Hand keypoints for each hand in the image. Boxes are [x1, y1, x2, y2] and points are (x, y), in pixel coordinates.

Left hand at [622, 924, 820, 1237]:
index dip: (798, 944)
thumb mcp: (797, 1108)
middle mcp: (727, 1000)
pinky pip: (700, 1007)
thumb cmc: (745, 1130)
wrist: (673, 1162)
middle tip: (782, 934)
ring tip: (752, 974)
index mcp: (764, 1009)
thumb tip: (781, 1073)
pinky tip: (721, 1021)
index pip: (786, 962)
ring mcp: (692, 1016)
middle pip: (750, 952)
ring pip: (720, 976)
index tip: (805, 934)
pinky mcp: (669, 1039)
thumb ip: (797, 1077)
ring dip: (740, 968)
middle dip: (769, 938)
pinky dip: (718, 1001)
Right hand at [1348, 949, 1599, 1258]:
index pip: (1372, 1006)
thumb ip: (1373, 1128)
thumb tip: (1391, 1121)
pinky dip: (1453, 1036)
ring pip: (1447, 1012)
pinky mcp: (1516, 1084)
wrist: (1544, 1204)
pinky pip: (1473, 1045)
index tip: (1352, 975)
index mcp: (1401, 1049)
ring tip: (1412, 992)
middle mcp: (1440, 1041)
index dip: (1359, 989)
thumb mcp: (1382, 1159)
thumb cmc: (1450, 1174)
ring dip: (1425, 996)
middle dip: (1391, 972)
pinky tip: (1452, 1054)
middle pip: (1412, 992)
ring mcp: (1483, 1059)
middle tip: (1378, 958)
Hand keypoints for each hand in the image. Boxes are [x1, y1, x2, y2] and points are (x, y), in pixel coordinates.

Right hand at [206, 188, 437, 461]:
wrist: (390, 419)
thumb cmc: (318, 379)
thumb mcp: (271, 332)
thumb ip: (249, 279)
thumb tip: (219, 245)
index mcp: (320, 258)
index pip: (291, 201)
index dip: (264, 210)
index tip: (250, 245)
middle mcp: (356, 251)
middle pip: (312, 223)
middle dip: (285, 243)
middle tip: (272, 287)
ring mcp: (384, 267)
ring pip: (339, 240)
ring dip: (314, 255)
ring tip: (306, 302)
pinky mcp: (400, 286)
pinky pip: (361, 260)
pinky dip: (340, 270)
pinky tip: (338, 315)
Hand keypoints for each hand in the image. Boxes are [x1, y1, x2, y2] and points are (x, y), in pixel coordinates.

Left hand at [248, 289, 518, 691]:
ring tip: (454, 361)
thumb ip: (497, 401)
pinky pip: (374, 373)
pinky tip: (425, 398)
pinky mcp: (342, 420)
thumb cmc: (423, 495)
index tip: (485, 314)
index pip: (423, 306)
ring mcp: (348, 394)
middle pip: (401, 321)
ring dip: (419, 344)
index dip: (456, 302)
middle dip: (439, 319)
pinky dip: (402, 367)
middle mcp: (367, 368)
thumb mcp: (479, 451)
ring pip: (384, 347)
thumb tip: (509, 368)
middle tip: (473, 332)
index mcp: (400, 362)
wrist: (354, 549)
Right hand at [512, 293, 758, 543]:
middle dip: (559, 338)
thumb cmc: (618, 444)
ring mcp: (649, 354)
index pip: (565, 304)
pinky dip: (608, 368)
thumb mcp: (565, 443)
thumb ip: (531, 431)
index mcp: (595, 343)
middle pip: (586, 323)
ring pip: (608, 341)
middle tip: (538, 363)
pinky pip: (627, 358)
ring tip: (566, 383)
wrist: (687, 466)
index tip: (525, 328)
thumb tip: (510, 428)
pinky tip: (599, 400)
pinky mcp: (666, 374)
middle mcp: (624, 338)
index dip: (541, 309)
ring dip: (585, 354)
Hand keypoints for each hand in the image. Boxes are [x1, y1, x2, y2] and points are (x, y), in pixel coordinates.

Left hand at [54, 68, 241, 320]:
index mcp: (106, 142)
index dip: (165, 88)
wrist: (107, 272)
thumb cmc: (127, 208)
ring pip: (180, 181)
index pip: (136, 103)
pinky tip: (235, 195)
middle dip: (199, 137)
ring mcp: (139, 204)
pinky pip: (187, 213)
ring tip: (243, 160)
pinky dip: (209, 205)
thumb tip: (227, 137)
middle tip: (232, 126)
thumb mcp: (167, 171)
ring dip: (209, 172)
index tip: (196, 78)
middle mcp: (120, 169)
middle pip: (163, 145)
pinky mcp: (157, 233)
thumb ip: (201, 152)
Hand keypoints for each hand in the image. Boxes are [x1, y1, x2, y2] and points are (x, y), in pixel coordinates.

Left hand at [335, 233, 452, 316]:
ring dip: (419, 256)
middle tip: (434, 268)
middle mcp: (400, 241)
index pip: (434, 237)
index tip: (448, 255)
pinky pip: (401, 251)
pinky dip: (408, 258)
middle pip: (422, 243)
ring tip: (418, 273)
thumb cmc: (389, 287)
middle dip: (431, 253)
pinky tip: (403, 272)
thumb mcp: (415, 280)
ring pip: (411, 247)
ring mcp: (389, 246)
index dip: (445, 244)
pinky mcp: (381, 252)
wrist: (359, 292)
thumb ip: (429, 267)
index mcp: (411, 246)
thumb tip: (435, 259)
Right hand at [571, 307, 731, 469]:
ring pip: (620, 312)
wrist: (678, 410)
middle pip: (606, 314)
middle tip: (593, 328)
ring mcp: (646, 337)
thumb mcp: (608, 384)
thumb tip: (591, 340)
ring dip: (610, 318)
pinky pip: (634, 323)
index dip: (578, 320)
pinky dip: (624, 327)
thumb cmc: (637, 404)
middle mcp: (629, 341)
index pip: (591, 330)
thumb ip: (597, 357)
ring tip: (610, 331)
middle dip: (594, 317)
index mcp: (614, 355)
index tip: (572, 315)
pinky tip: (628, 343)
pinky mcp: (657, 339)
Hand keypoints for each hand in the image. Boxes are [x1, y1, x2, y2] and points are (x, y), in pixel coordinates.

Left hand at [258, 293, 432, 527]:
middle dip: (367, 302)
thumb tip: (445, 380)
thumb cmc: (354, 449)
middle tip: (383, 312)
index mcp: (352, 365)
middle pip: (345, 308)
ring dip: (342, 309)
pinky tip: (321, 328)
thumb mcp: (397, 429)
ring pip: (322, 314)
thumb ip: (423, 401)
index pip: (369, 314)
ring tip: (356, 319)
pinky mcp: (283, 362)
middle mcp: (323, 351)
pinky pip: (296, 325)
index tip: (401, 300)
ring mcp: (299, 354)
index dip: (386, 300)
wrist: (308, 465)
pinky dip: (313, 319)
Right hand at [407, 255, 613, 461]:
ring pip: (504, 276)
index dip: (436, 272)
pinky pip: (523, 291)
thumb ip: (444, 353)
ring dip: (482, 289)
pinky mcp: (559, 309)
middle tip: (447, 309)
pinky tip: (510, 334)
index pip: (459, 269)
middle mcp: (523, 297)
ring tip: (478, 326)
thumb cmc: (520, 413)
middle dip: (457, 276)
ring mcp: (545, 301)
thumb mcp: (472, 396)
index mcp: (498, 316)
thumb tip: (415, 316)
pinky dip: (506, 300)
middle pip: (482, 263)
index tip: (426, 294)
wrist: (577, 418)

++++

**Assigned task:**
Output only an exact transcription of the lines above from the one with "ring mcp: (1483, 1059)" up to and including the one with "thumb mcp: (271, 332)".

**Response to the exercise:**
ring mcp: (1483, 1059)
middle tip: (1378, 958)
Hand keypoints for each hand in the image. Boxes are [x1, y1, x2, y2] and points are (x, y), in pixel coordinates.

Right hand at [206, 188, 437, 461]:
wrist: (390, 419)
thumb cmc: (318, 379)
thumb mcp: (271, 332)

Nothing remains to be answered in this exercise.